* [THE PROBLEM] Provide nothing except how many lines of the data contain the word "then".

* [GIVEN ENTRIES]
-=-=-
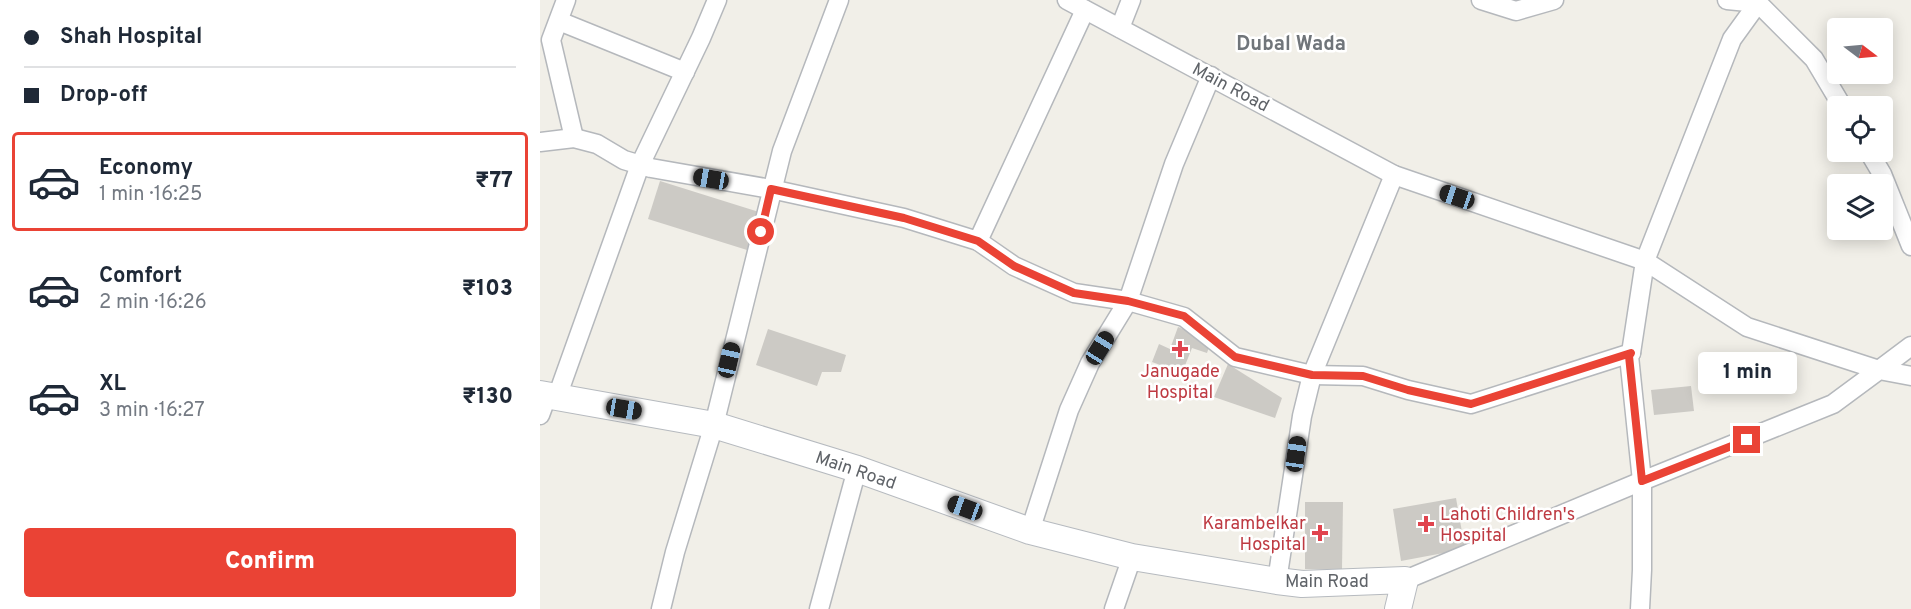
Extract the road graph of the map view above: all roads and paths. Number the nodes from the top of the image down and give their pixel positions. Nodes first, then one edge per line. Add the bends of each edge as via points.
-=-=-
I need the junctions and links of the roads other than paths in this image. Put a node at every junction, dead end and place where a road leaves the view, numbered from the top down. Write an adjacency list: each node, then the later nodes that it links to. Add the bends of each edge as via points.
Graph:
-=-=-
* [EXERCISE OUTPUT] 2